Eine Fünf ist nicht nicht einfach nur eine Fünf
Das Auswendiglernen ist mir ziemlich egal. Die Noten müssen in Relation zur Schulform gebracht werden:
eine DE Fünf in der Hauptschule impliziert eklantante Schwächen in der deutschen Sprache. Eine DE 3 Punkte im letzten Abijahrgang, Kursthema Lyrik mag zwar dramatisch für das deutsche Kulturgut sein - ist aber für eine Betrachtung eines kaufm. Lebensweges ohne Relevanz.
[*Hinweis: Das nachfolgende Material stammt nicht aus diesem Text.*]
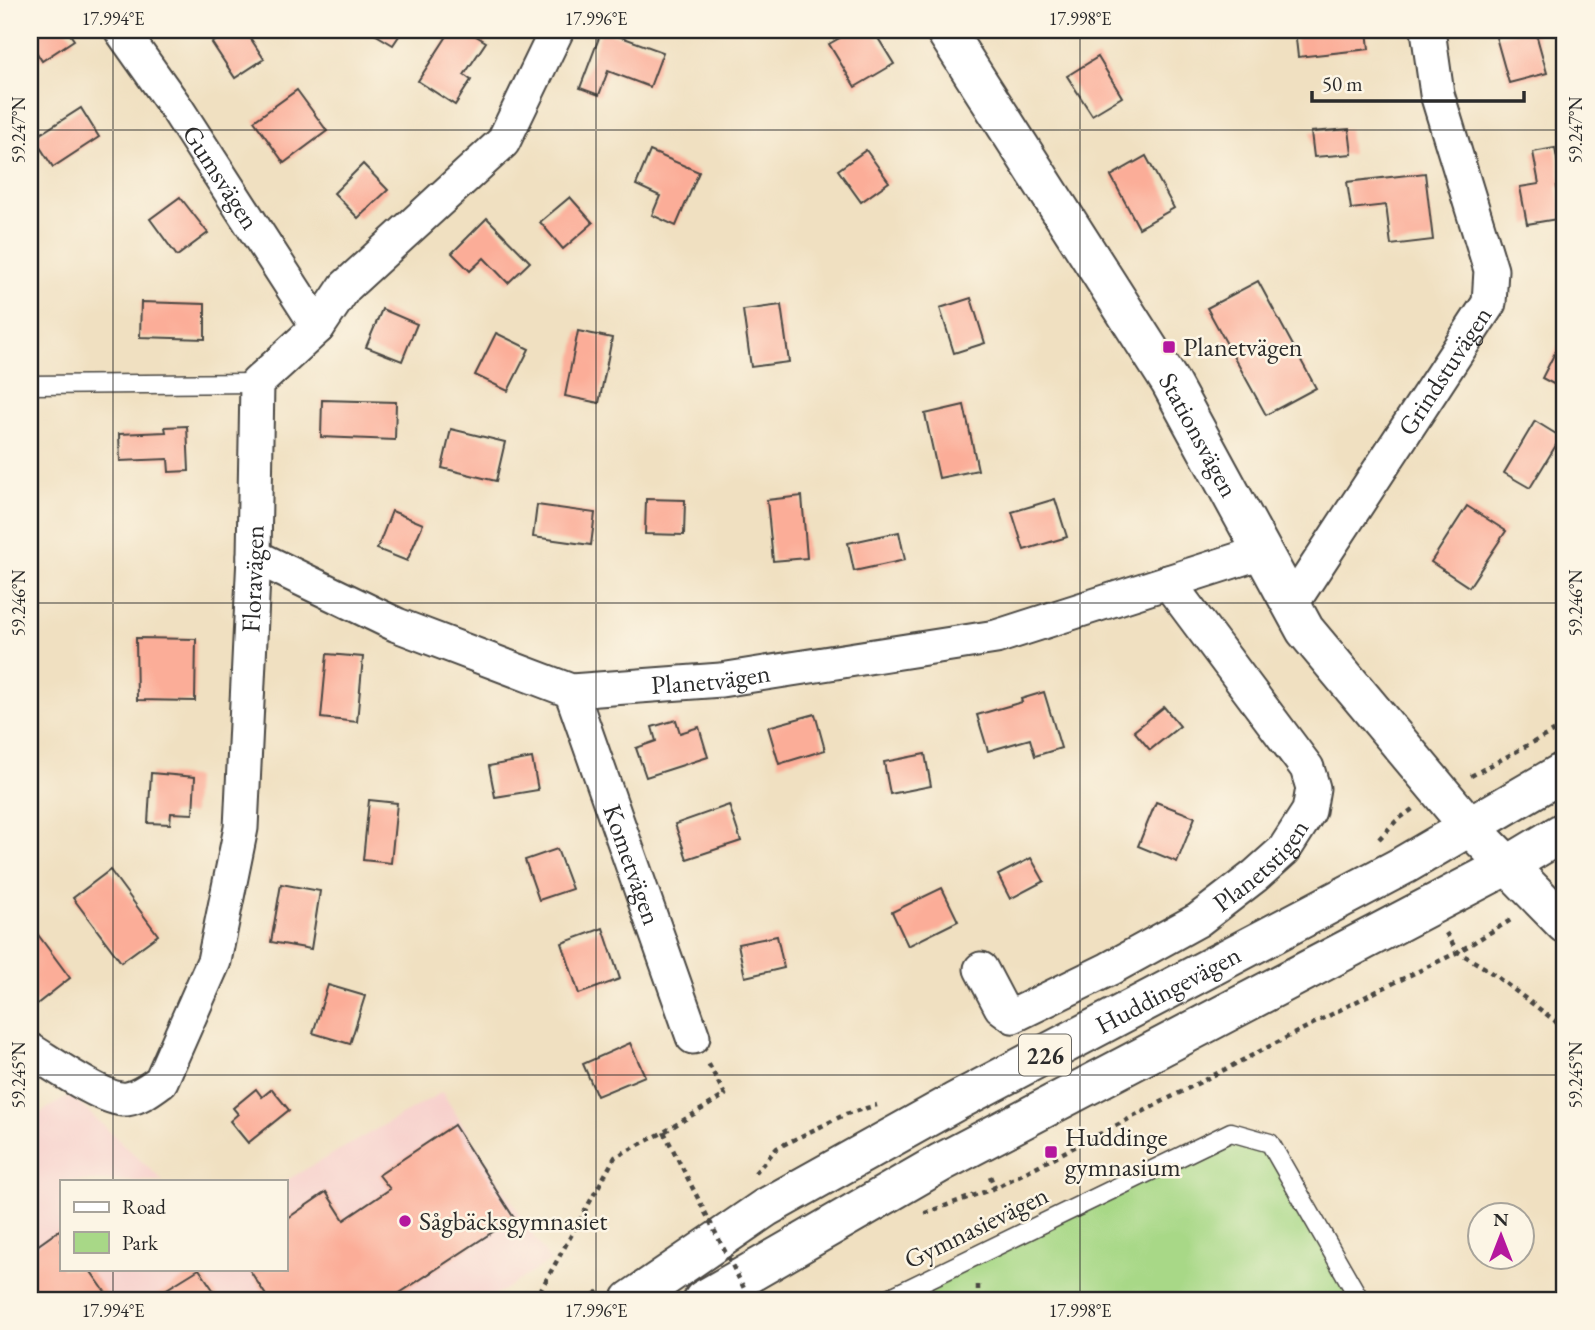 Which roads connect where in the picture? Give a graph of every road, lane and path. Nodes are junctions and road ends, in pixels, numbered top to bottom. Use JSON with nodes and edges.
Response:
{"nodes":[{"id":1,"x":121,"y":30,"type":"edge"},
{"id":2,"x":557,"y":30,"type":"edge"},
{"id":3,"x":945,"y":30,"type":"edge"},
{"id":4,"x":1428,"y":30,"type":"edge"},
{"id":5,"x":318,"y":327,"type":"junction"},
{"id":6,"x":257,"y":383,"type":"junction"},
{"id":7,"x":30,"y":385,"type":"edge"},
{"id":8,"x":1262,"y":552,"type":"junction"},
{"id":9,"x":254,"y":556,"type":"junction"},
{"id":10,"x":1168,"y":582,"type":"junction"},
{"id":11,"x":1291,"y":605,"type":"junction"},
{"id":12,"x":571,"y":691,"type":"junction"},
{"id":13,"x":1565,"y":725,"type":"edge"},
{"id":14,"x":1565,"y":771,"type":"edge"},
{"id":15,"x":1467,"y":778,"type":"dead end"},
{"id":16,"x":1468,"y":825,"type":"junction"},
{"id":17,"x":1565,"y":831,"type":"edge"},
{"id":18,"x":1508,"y":865,"type":"junction"},
{"id":19,"x":1510,"y":920,"type":"dead end"},
{"id":20,"x":1565,"y":924,"type":"edge"},
{"id":21,"x":1458,"y":952,"type":"junction"},
{"id":22,"x":981,"y":969,"type":"dead end"},
{"id":23,"x":1565,"y":1031,"type":"edge"},
{"id":24,"x":693,"y":1037,"type":"joint"},
{"id":25,"x":30,"y":1050,"type":"edge"},
{"id":26,"x":664,"y":1132,"type":"junction"},
{"id":27,"x":990,"y":1176,"type":"dead end"},
{"id":28,"x":995,"y":1188,"type":"junction"},
{"id":29,"x":919,"y":1215,"type":"dead end"},
{"id":30,"x":752,"y":1294,"type":"dead end"},
{"id":31,"x":615,"y":1296,"type":"edge"},
{"id":32,"x":536,"y":1300,"type":"edge"},
{"id":33,"x":586,"y":1300,"type":"edge"},
{"id":34,"x":703,"y":1300,"type":"edge"},
{"id":35,"x":741,"y":1300,"type":"edge"},
{"id":36,"x":750,"y":1300,"type":"edge"},
{"id":37,"x":885,"y":1300,"type":"edge"},
{"id":38,"x":1360,"y":1300,"type":"edge"}],
"edges":[{"from":1,"to":5,"type":"street","name":"Gumsvägen"},
{"from":2,"to":5,"type":"street"},
{"from":3,"to":8,"type":"main road","name":"Stationsvägen"},
{"from":4,"to":11,"type":"street","name":"Grindstuvägen"},
{"from":5,"to":6,"type":"street"},
{"from":6,"to":7,"type":"lane"},
{"from":6,"to":9,"type":"street","name":"Floravägen"},
{"from":8,"to":10,"type":"street","name":"Planetvägen"},
{"from":8,"to":11,"type":"main road","name":"Stationsvägen"},
{"from":9,"to":12,"type":"street","name":"Planetvägen"},
{"from":9,"to":25,"type":"street","name":"Floravägen"},
{"from":10,"to":12,"type":"street","name":"Planetvägen"},
{"from":10,"to":22,"type":"street","name":"Planetstigen"},
{"from":11,"to":16,"type":"main road","name":"Stationsvägen"},
{"from":12,"to":24,"type":"street","name":"Kometvägen"},
{"from":13,"to":15,"type":"path"},
{"from":14,"to":16,"type":"main road","name":"Huddingevägen","number":"226"},
{"from":16,"to":18,"type":"main road","name":"Stationsvägen"},
{"from":16,"to":31,"type":"main road","name":"Huddingevägen","number":"226"},
{"from":17,"to":18,"type":"main road","name":"Huddingevägen","number":"226"},
{"from":18,"to":20,"type":"main road","name":"Stationsvägen"},
{"from":18,"to":34,"type":"main road","name":"Huddingevägen","number":"226"},
{"from":19,"to":21,"type":"path"},
{"from":21,"to":23,"type":"path"},
{"from":21,"to":28,"type":"path"},
{"from":24,"to":26,"type":"path"},
{"from":26,"to":32,"type":"path"},
{"from":26,"to":36,"type":"path","bridge":true},
{"from":27,"to":28,"type":"path"},
{"from":28,"to":29,"type":"path"},
{"from":30,"to":35,"type":"path"},
{"from":31,"to":33,"type":"path"},
{"from":37,"to":38,"type":"lane","name":"Gymnasievägen"}]}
Oder um es einfacher zu fassen: Die Hauptschule vermittelt Basiswissen. Da sind schlechte Noten in wichtigen Fächern dramatisch. Abiturienten bekommen hingegen ganz andere Fähigkeiten vermittelt. Deshalb sind 3 Punkte Abikurs und Note 5 in der Hauptschule wenig vergleichbar.
*lach*
allerdings. fragen sie mal wer in einem nciht-narutwissenschaftlichen beruf noch weiß, was eine zweite ableitung ist. und kein ingenieur beherrscht die ss-ß-regel. das scheint zu viel der hermeneutischen abstraktion zu sein. ich finde echt, die ss-ß-regel könnte jeder in den griff kriegen. aber dennoch: die deutschen ingenieure sind trotz dieser unfähigkeit weltsppitze. die deutschen juristen (die die ziemlich geschlossen die zweite ableitung nicht mehr beherrschen) übrigens auch. welche perfektion ist denn tatsächlich gefordert und berufsqualifzierend?